Green is the buzzword in corporate Germany
Frankfurt: Renowned for their recycling habits, booming solar and biofuel industry and boasting one of the world's oldest Green parties, Germans are catching on to a global trend in green and socially conscious investing.
Lured by often above-average returns, investors say interest is growing in Europe's biggest economy for funds which invest according to environmental, ethical or social factors such as buying into solar firms or shunning the tobacco industry.
"It is still a niche market [in Germany], but interest is starting to rise," said Christian Zimmermann of Pioneer Investments, one of the largest fund managers in Germany.
Unlike major players such as Britain, Germany makes up just 0.2 per cent of the fast-growing global market in socially responsible investment (SRI), which has expanded by about a third to $3.6 trillion since 2003, according to the European Social Investment Forum.
"Germany's positive green attitude grew in the 1970s and 1980s but no one invested money then with the style that they can do today," said Philipp Spitz, who manages the small environment fund Umwelt Aktiendepot.
The volume of German socially-conscious mutual funds more than doubled to over 1.7 billion euros ($2.23 billion) from 2002 to 2005, the Forum Nachhaltige Geldanlagen, an industry association, said in a recent study.
Investments in German mutual funds overall grew 43 per cent in the same period, the Forum said.
"For investors this is an interesting time as they can do something good for the environment while also benefiting from a sector with high return rates," said Kai Stefani of Allianz Dresdner Global Investors, a German fund manager.
Several German environmental funds which include churches, NGOs and foundations say they offer return rates that match or even beat the performance of classic German equity funds.
Invesco's Umwelt und Nachhaltigkeits Fonds has increased its worth by 15.9 per cent on average annually over the past three years.

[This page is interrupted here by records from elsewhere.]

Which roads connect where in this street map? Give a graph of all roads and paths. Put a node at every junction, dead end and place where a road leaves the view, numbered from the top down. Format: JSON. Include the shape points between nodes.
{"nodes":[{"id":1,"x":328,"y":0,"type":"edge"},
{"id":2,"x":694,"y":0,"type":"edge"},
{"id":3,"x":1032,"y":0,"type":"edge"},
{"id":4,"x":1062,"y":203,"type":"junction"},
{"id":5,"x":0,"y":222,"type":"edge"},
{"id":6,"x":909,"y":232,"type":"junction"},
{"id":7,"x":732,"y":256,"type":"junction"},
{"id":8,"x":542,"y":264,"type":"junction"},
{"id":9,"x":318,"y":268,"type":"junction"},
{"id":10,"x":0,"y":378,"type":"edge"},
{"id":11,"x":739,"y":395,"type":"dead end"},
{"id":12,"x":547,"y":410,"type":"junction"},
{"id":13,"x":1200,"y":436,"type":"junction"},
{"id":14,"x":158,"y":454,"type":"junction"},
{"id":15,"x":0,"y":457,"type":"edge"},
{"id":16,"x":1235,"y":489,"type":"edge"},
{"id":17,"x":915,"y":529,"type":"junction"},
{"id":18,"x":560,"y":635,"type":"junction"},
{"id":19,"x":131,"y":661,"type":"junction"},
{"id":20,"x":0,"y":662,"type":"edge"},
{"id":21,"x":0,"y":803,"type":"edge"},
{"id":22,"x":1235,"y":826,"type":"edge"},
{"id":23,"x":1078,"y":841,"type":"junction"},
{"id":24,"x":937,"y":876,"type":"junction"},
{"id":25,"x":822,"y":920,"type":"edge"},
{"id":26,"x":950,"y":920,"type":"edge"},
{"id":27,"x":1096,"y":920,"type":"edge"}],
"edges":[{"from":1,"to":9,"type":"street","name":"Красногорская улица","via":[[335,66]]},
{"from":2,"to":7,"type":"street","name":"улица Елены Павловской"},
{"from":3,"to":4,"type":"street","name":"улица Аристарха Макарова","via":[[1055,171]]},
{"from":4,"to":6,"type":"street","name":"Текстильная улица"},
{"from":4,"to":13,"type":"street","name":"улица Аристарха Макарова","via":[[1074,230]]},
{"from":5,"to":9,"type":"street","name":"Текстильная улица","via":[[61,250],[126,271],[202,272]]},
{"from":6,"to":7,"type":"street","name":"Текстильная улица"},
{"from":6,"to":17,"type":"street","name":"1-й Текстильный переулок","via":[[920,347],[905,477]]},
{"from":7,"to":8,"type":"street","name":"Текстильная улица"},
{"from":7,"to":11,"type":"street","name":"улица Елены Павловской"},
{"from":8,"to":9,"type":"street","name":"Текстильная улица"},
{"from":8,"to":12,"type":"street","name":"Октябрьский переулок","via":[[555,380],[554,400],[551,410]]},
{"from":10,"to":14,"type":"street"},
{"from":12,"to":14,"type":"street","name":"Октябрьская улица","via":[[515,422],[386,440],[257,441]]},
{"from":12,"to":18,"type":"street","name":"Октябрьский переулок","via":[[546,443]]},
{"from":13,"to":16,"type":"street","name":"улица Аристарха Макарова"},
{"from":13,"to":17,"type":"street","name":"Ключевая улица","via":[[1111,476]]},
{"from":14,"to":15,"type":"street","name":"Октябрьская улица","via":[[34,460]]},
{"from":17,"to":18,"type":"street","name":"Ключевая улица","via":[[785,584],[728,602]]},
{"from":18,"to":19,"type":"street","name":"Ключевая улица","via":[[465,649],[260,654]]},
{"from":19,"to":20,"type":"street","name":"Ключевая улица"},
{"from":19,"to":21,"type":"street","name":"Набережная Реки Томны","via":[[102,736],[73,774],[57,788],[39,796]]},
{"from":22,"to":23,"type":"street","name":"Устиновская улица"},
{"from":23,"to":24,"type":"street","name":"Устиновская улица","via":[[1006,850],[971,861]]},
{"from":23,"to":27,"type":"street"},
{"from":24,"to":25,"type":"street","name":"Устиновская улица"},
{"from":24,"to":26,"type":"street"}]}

The Umwelt Aktiendepot fund, which has invested in renewable energy firms to organic food producers since 1999, says its German fund has had an average annual return rate of around 17 per cent since then.
In 2006, it says its German fund rose in value by about 55 per cent, more than double the performance of the German and European equity markets.
The value of German equity funds investing mainly in firms such as BMW or Siemens rose on average by 6.8 per cent annually over the last five years and 17.7 per cent annually over the last three years, fund industry association BVI said.